Brief>
Each line of the records needs to come back exactly as written.

Material supplied>
------------------------------------------------------------------------
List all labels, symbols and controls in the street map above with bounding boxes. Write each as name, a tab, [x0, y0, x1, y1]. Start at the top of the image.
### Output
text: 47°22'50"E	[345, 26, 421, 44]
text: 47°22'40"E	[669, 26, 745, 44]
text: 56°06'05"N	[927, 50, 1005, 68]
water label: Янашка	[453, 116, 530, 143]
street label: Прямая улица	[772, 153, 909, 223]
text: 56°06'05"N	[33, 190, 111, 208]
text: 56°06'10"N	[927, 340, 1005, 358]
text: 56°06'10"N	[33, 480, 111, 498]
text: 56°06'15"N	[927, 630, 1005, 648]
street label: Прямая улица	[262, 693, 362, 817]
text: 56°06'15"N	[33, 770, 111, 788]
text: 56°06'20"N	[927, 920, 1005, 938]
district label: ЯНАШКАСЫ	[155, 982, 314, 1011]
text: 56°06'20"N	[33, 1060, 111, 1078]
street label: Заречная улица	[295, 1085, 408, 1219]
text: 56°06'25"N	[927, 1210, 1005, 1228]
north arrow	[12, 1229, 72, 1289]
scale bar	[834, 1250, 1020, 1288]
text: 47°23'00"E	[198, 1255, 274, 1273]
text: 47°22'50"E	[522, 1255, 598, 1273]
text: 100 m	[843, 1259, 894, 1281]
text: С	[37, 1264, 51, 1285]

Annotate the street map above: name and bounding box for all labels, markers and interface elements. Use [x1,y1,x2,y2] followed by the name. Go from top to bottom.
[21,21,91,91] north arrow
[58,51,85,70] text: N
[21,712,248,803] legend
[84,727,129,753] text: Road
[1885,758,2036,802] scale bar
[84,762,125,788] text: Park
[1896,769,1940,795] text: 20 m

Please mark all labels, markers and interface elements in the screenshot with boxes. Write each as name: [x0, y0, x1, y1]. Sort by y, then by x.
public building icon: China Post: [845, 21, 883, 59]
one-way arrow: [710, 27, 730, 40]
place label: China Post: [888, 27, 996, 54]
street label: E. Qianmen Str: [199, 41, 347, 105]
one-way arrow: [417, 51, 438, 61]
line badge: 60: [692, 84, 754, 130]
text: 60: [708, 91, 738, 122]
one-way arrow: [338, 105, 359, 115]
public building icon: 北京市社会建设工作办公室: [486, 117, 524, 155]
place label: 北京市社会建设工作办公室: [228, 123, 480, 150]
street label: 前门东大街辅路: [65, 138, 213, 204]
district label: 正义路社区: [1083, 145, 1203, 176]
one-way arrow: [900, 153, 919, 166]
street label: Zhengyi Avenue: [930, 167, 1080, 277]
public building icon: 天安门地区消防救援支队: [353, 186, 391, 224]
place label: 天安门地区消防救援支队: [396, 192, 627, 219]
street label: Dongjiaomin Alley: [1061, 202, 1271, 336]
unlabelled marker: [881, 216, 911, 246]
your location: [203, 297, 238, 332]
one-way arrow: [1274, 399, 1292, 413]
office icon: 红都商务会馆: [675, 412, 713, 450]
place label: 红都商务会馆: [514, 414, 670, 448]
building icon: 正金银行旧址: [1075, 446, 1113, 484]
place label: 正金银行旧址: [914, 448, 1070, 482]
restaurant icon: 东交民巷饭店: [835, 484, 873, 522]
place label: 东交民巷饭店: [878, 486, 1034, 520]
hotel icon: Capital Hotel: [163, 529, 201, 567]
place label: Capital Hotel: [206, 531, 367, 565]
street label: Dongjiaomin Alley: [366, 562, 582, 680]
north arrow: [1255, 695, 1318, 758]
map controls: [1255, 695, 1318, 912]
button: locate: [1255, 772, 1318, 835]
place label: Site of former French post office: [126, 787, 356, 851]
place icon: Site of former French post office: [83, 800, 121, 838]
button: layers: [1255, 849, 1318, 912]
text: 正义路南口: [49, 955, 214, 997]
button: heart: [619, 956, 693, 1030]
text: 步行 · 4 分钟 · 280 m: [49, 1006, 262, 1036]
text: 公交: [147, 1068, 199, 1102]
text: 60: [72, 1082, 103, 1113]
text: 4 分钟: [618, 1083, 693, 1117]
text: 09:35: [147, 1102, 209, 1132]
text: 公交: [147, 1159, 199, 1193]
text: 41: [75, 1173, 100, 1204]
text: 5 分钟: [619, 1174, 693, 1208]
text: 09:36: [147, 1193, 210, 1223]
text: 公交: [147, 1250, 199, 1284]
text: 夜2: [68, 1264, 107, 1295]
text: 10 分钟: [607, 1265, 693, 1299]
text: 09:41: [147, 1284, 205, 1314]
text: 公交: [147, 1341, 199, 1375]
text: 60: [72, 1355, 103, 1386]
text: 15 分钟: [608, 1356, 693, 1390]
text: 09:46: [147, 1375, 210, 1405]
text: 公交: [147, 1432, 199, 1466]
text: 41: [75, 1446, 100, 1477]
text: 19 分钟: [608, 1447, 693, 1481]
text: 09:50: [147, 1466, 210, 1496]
------------------------------------------------------------------------
Written answer>
List all labels, symbols and controls in the street map above with bounding boxes. Write each as name, a tab, [x0, y0, x1, y1]. Start at the top of the image.
### Output
text: 47°22'50"E	[345, 26, 421, 44]
text: 47°22'40"E	[669, 26, 745, 44]
text: 56°06'05"N	[927, 50, 1005, 68]
water label: Янашка	[453, 116, 530, 143]
street label: Прямая улица	[772, 153, 909, 223]
text: 56°06'05"N	[33, 190, 111, 208]
text: 56°06'10"N	[927, 340, 1005, 358]
text: 56°06'10"N	[33, 480, 111, 498]
text: 56°06'15"N	[927, 630, 1005, 648]
street label: Прямая улица	[262, 693, 362, 817]
text: 56°06'15"N	[33, 770, 111, 788]
text: 56°06'20"N	[927, 920, 1005, 938]
district label: ЯНАШКАСЫ	[155, 982, 314, 1011]
text: 56°06'20"N	[33, 1060, 111, 1078]
street label: Заречная улица	[295, 1085, 408, 1219]
text: 56°06'25"N	[927, 1210, 1005, 1228]
north arrow	[12, 1229, 72, 1289]
scale bar	[834, 1250, 1020, 1288]
text: 47°23'00"E	[198, 1255, 274, 1273]
text: 47°22'50"E	[522, 1255, 598, 1273]
text: 100 m	[843, 1259, 894, 1281]
text: С	[37, 1264, 51, 1285]

Annotate the street map above: name and bounding box for all labels, markers and interface elements. Use [x1,y1,x2,y2] followed by the name. Go from top to bottom.
[21,21,91,91] north arrow
[58,51,85,70] text: N
[21,712,248,803] legend
[84,727,129,753] text: Road
[1885,758,2036,802] scale bar
[84,762,125,788] text: Park
[1896,769,1940,795] text: 20 m

Please mark all labels, markers and interface elements in the screenshot with boxes. Write each as name: [x0, y0, x1, y1]. Sort by y, then by x.
public building icon: China Post: [845, 21, 883, 59]
one-way arrow: [710, 27, 730, 40]
place label: China Post: [888, 27, 996, 54]
street label: E. Qianmen Str: [199, 41, 347, 105]
one-way arrow: [417, 51, 438, 61]
line badge: 60: [692, 84, 754, 130]
text: 60: [708, 91, 738, 122]
one-way arrow: [338, 105, 359, 115]
public building icon: 北京市社会建设工作办公室: [486, 117, 524, 155]
place label: 北京市社会建设工作办公室: [228, 123, 480, 150]
street label: 前门东大街辅路: [65, 138, 213, 204]
district label: 正义路社区: [1083, 145, 1203, 176]
one-way arrow: [900, 153, 919, 166]
street label: Zhengyi Avenue: [930, 167, 1080, 277]
public building icon: 天安门地区消防救援支队: [353, 186, 391, 224]
place label: 天安门地区消防救援支队: [396, 192, 627, 219]
street label: Dongjiaomin Alley: [1061, 202, 1271, 336]
unlabelled marker: [881, 216, 911, 246]
your location: [203, 297, 238, 332]
one-way arrow: [1274, 399, 1292, 413]
office icon: 红都商务会馆: [675, 412, 713, 450]
place label: 红都商务会馆: [514, 414, 670, 448]
building icon: 正金银行旧址: [1075, 446, 1113, 484]
place label: 正金银行旧址: [914, 448, 1070, 482]
restaurant icon: 东交民巷饭店: [835, 484, 873, 522]
place label: 东交民巷饭店: [878, 486, 1034, 520]
hotel icon: Capital Hotel: [163, 529, 201, 567]
place label: Capital Hotel: [206, 531, 367, 565]
street label: Dongjiaomin Alley: [366, 562, 582, 680]
north arrow: [1255, 695, 1318, 758]
map controls: [1255, 695, 1318, 912]
button: locate: [1255, 772, 1318, 835]
place label: Site of former French post office: [126, 787, 356, 851]
place icon: Site of former French post office: [83, 800, 121, 838]
button: layers: [1255, 849, 1318, 912]
text: 正义路南口: [49, 955, 214, 997]
button: heart: [619, 956, 693, 1030]
text: 步行 · 4 分钟 · 280 m: [49, 1006, 262, 1036]
text: 公交: [147, 1068, 199, 1102]
text: 60: [72, 1082, 103, 1113]
text: 4 分钟: [618, 1083, 693, 1117]
text: 09:35: [147, 1102, 209, 1132]
text: 公交: [147, 1159, 199, 1193]
text: 41: [75, 1173, 100, 1204]
text: 5 分钟: [619, 1174, 693, 1208]
text: 09:36: [147, 1193, 210, 1223]
text: 公交: [147, 1250, 199, 1284]
text: 夜2: [68, 1264, 107, 1295]
text: 10 分钟: [607, 1265, 693, 1299]
text: 09:41: [147, 1284, 205, 1314]
text: 公交: [147, 1341, 199, 1375]
text: 60: [72, 1355, 103, 1386]
text: 15 分钟: [608, 1356, 693, 1390]
text: 09:46: [147, 1375, 210, 1405]
text: 公交: [147, 1432, 199, 1466]
text: 41: [75, 1446, 100, 1477]
text: 19 分钟: [608, 1447, 693, 1481]
text: 09:50: [147, 1466, 210, 1496]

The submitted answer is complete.